(Ottawa) La pandémie de COVID-19 a ravagé les secteurs de la restauration et de l’hôtellerie au Canada, s’est fait dire jeudi le comité permanent des finances de la Chambre des communes.

Joan Bryden
La Presse canadienne

Selon un sondage commandé par Restaurants Canada, 10 % des restaurants canadiens avaient fermé définitivement leurs portes à la fin du mois de mars, a indiqué Andrew Oliver, le PDG d’un groupe de restaurants, aux élus.

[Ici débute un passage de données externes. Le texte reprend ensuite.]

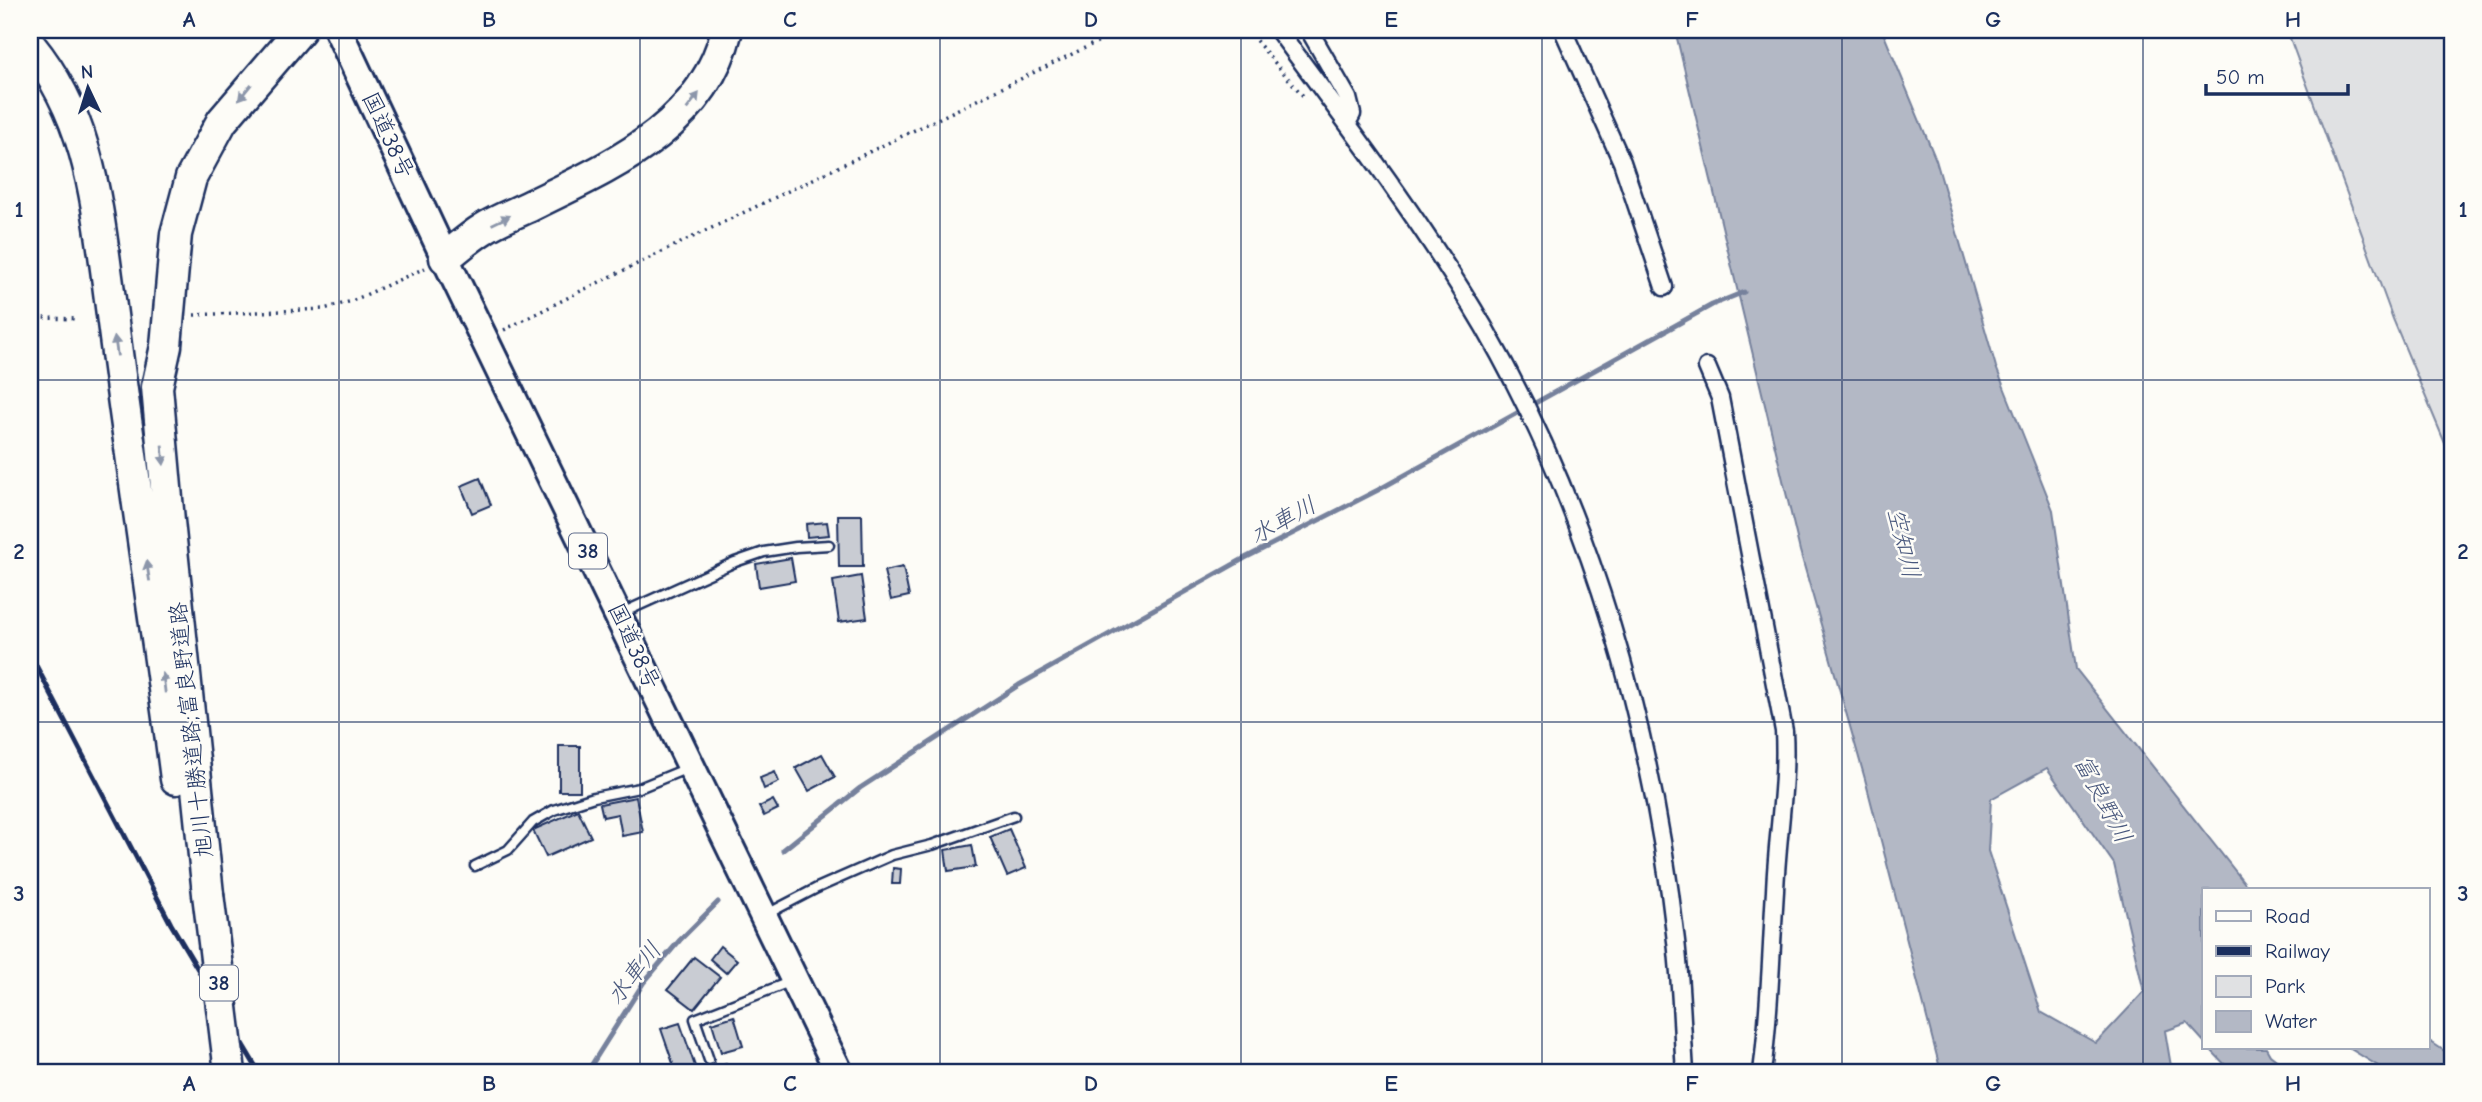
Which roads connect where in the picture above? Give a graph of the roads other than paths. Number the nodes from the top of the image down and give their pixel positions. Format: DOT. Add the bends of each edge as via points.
graph roads {
  1 [pos="338,30"];
  2 [pos="727,30"];
  3 [pos="1278,30"];
  4 [pos="1309,30"];
  5 [pos="1563,30"];
  6 [pos="295,35"];
  7 [pos="30,45"];
  8 [pos="1347,123"];
  9 [pos="445,258"];
  10 [pos="1664,287"];
  11 [pos="1707,367"];
  12 [pos="830,545"];
  13 [pos="619,614"];
  14 [pos="691,767"];
  15 [pos="1014,816"];
  16 [pos="475,866"];
  17 [pos="199,895"];
  18 [pos="764,916"];
  19 [pos="795,980"];
  20 [pos="709,1060"];
  21 [pos="212,1072"];
  22 [pos="230,1072"];
  23 [pos="839,1072"];
  24 [pos="1685,1072"];
  25 [pos="1762,1072"];
  1 -- 9 [label="highway, 国道38号 / 38"];
  9 -- 2 [label="highway, one-way" via="483,229 657,136 685,111 707,82"];
  3 -- 8 [label="street"];
  4 -- 8 [label="street" via="1348,98 1352,114"];
  5 -- 10 [label="street" via="1622,162"];
  6 -- 17 [label="highway, 旭川十勝道路;富良野道路 / 38, one-way" via="222,121 191,178 176,234 166,345 157,387"];
  17 -- 7 [label="highway, 旭川十勝道路;富良野道路 / 38, one-way" via="96,192 65,100"];
  8 -- 24 [label="street" via="1483,326 1520,396 1588,552 1633,707 1659,821 1676,942"];
  9 -- 13 [label="highway, 国道38号 / 38"];
  11 -- 25 [label="street" via="1720,398 1784,731 1784,795"];
  12 -- 13 [label="lane" via="764,552"];
  13 -- 14 [label="highway, 国道38号 / 38"];
  14 -- 16 [label="lane" via="639,788 554,810 533,822 508,850"];
  14 -- 18 [label="highway, 国道38号 / 38"];
  15 -- 18 [label="lane" via="892,855"];
  17 -- 21 [label="highway, 旭川十勝道路;富良野道路 / 38"];
  17 -- 22 [label="highway, 旭川十勝道路;富良野道路 / 38, bridge"];
  18 -- 19 [label="highway, 国道38号 / 38"];
  19 -- 20 [label="lane" via="695,1019"];
  19 -- 23 [label="highway, 国道38号 / 38"];
}
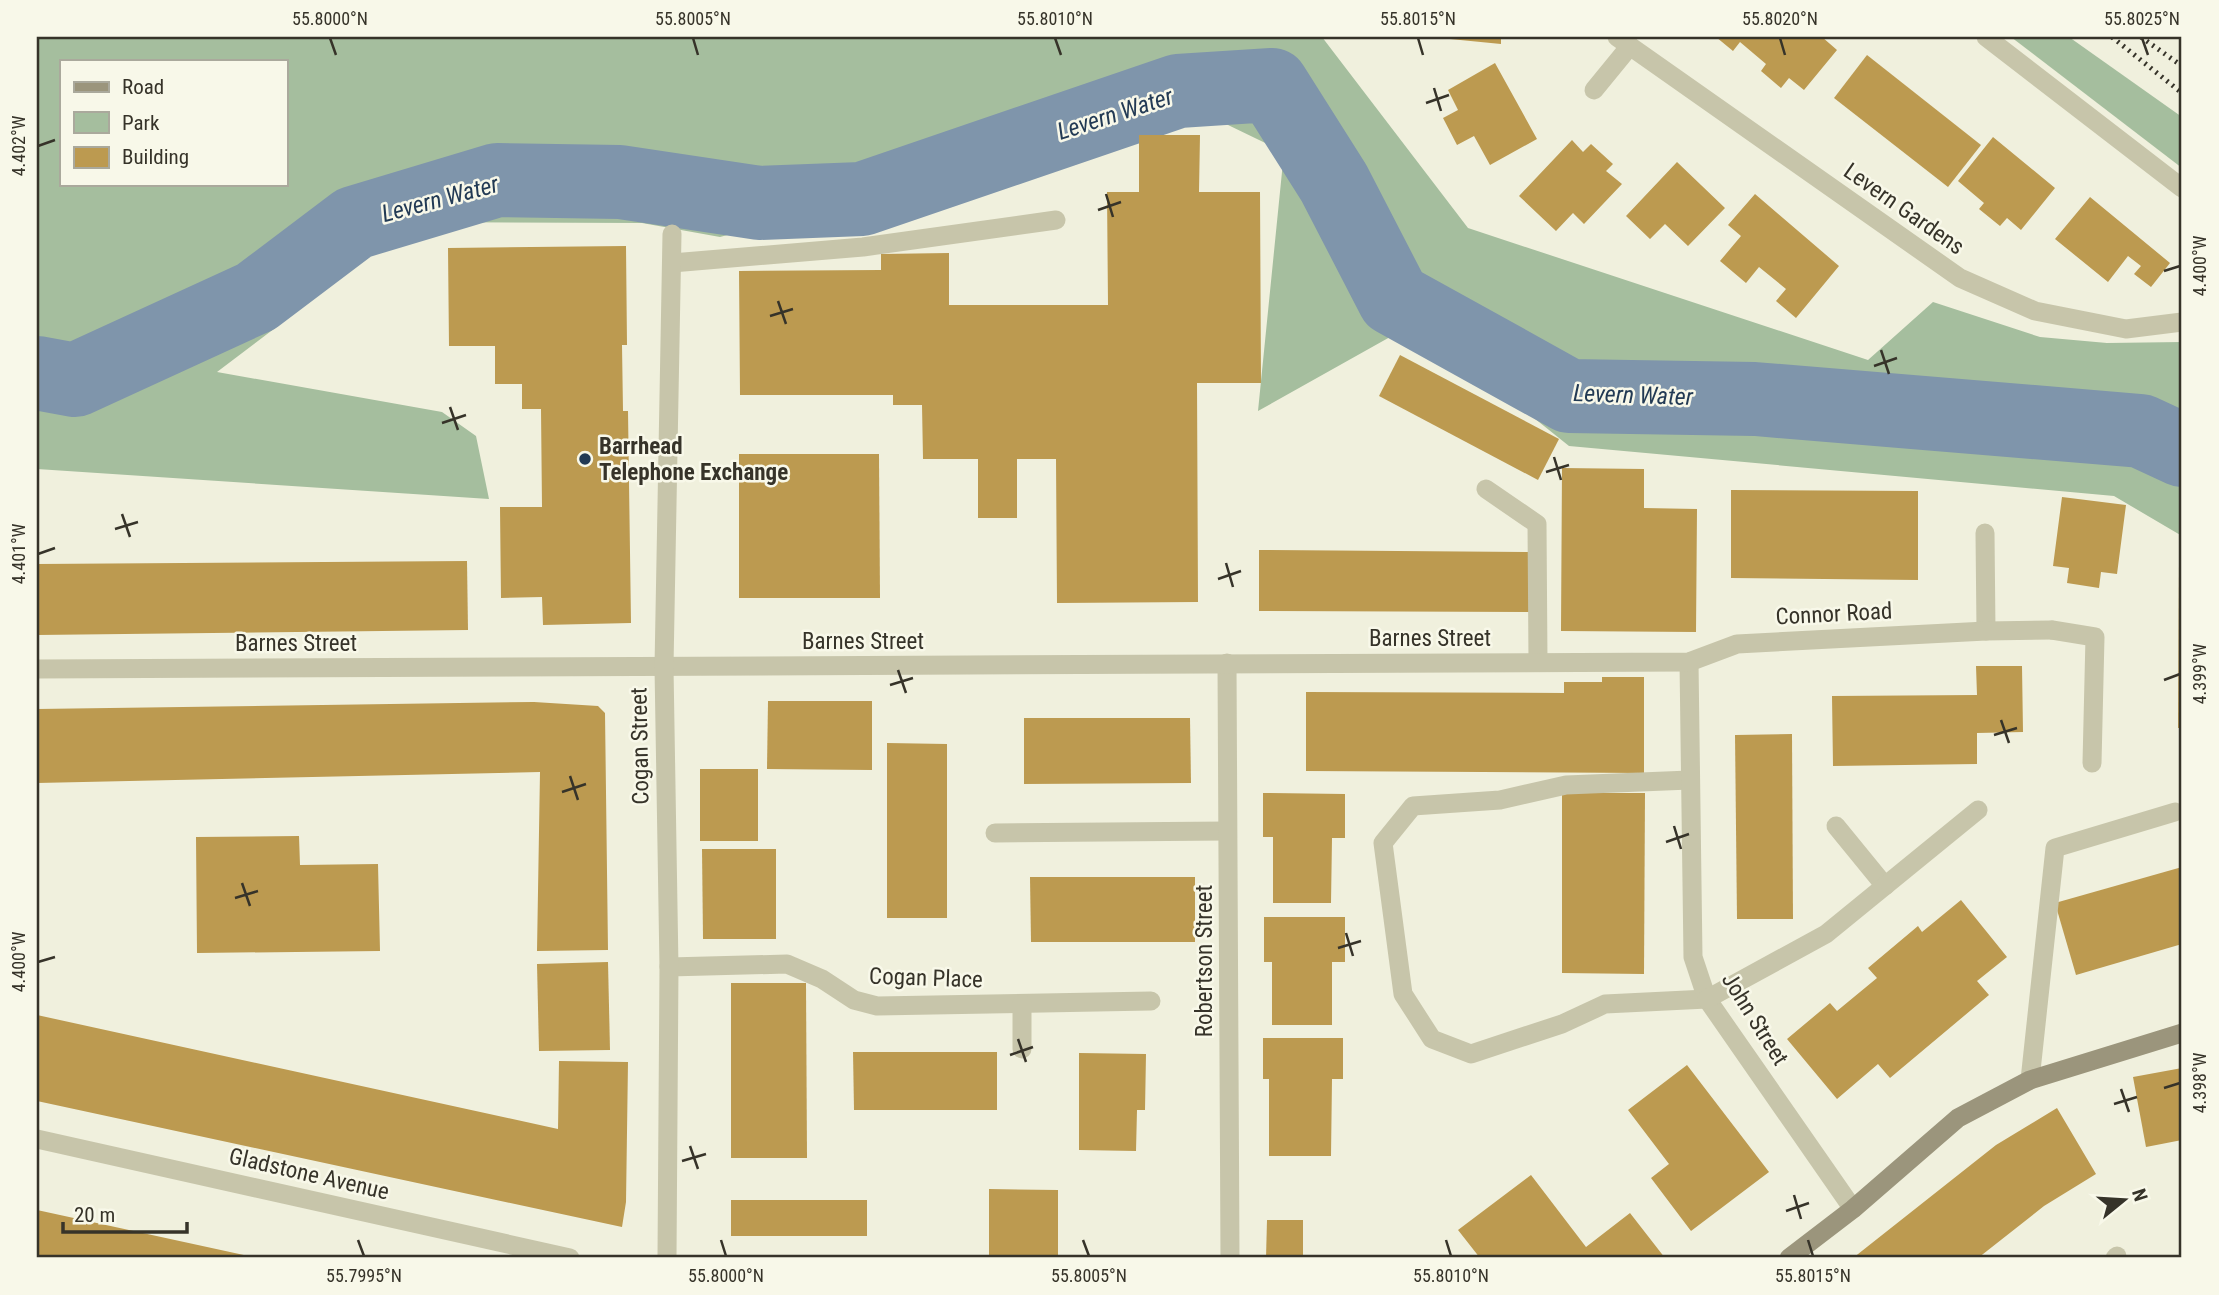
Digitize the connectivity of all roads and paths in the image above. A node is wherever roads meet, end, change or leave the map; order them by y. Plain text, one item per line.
1 (1986, 37) edge
2 (1624, 42) edge
3 (1594, 90) dead end
4 (2182, 188) edge
5 (1056, 220) dead end
6 (672, 234) dead end
7 (672, 263) junction
8 (2182, 322) edge
9 (1486, 489) dead end
10 (1985, 533) dead end
11 (1986, 631) junction
12 (1538, 662) junction
13 (1689, 662) junction
14 (1227, 663) junction
15 (664, 667) junction
16 (37, 668) edge
17 (2092, 763) dead end
18 (1690, 780) junction
19 (1978, 810) dead end
20 (2175, 812) dead end
21 (1836, 825) dead end
22 (1227, 831) junction
23 (995, 833) dead end
24 (1885, 886) junction
25 (669, 967) junction
26 (1707, 999) junction
27 (1151, 1001) dead end
28 (1022, 1004) junction
29 (2182, 1033) edge
30 (1023, 1049) dead end
31 (2030, 1080) junction
32 (37, 1139) edge
33 (1853, 1209) junction
34 (570, 1258) edge
35 (667, 1258) edge
36 (1230, 1258) edge
37 (1789, 1258) edge

1 - 4 street
2 - 3 street, Levern Gardens
2 - 8 street, Levern Gardens
5 - 7 street
6 - 7 street, Cogan Street
7 - 15 street, Cogan Street
9 - 12 street
10 - 11 street
11 - 13 street, Connor Road
11 - 17 street, Connor Road
12 - 13 street, Barnes Street
12 - 14 street, Barnes Street
13 - 18 street, John Street
14 - 15 street, Barnes Street
14 - 22 street, Robertson Street
15 - 16 street, Barnes Street
15 - 25 street, Cogan Street
18 - 26 street, John Street
18 - 26 street
19 - 24 street
20 - 31 street
21 - 24 street
22 - 23 street
22 - 36 street, Robertson Street
24 - 26 street
25 - 28 street, Cogan Place
25 - 35 street, Cogan Street
26 - 33 street, John Street
27 - 28 street, Cogan Place
28 - 30 street
29 - 31 main road
31 - 33 main road
32 - 34 street, Gladstone Avenue
33 - 37 main road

Les fermetures permanentes pourraient toucher 18 % des établissements d’ici la fin de ce mois.

Selon M. Oliver, la moitié des restaurants indépendants pourraient ne pas résister à la pandémie.

Une grande partie des restaurants, sauf ceux qui livrent ou offrent des plats à emporter, ont fermé leurs portes depuis la mi-mars afin de tenter de freiner la contagion.

Daniel Lefebvre, vice-président de Restaurants Canada, a dit que le secteur emploie normalement 1,2 million de Canadiens. Les retombées économiques du secteur, qui sert chaque jour 22 millions de personnes, s’élèvent annuellement à 93 milliards.

La pandémie « a causé des ravages » sur le secteur qui a perdu 800 000 emplois, a-t-il ajouté.

« Plus de la moitié du secteur n’a généré aucun revenu. Des rêves sont brisés, des espoirs de retraite sont déçus, des carrières sont brisées, des vies sont désorganisées. »

L’hôtellerie

Comme les Canadiens ont été priés de rester chez eux, le secteur de l’hôtellerie a également été touché durement par la pandémie.

Marc Staniloff, propriétaire de Superior Lodging, a souligné au comité que 20 % des établissements de son groupe sont présentement fermés. Le taux d’occupation de ceux qui sont encore ouverts ne dépasse pas 9 %.

Plusieurs observateurs estiment que l’aide fédérale aux entreprises, notamment pour les coûts de la main-d’œuvre, devra se poursuivre au-delà de juin, puisque la reprise économique pourrait être lente dans ce secteur.

Rose Dennis, de l’Association du secteur touristique de l’Île-du-Prince-Édouard, les établissements touristiques craignent ne pas pouvoir ouvrir au cours de l’été si la subvention salariale d’urgence fédérale n’est pas étendue jusqu’à l’automne.

Des témoins ont aussi demandé aux élus une aide supplémentaire pour le paiement des loyers pour les commerces, un accès plus facile à des prêts sans taux d’intérêt et le report du remboursement des prêts.

Le président de la Fédération canadienne des entreprises indépendantes, Dan Kelly, estime qu’il est urgent pour ces établissements de recevoir d’une telle aide, notamment avec la date du 1er mai qui s’approche.

« Si on y parvient, nous avons une bonne chance de voir la majorité, pas la totalité, mais la majorité de ces petites entreprises de traverser cette pandémie », a-t-il fait valoir.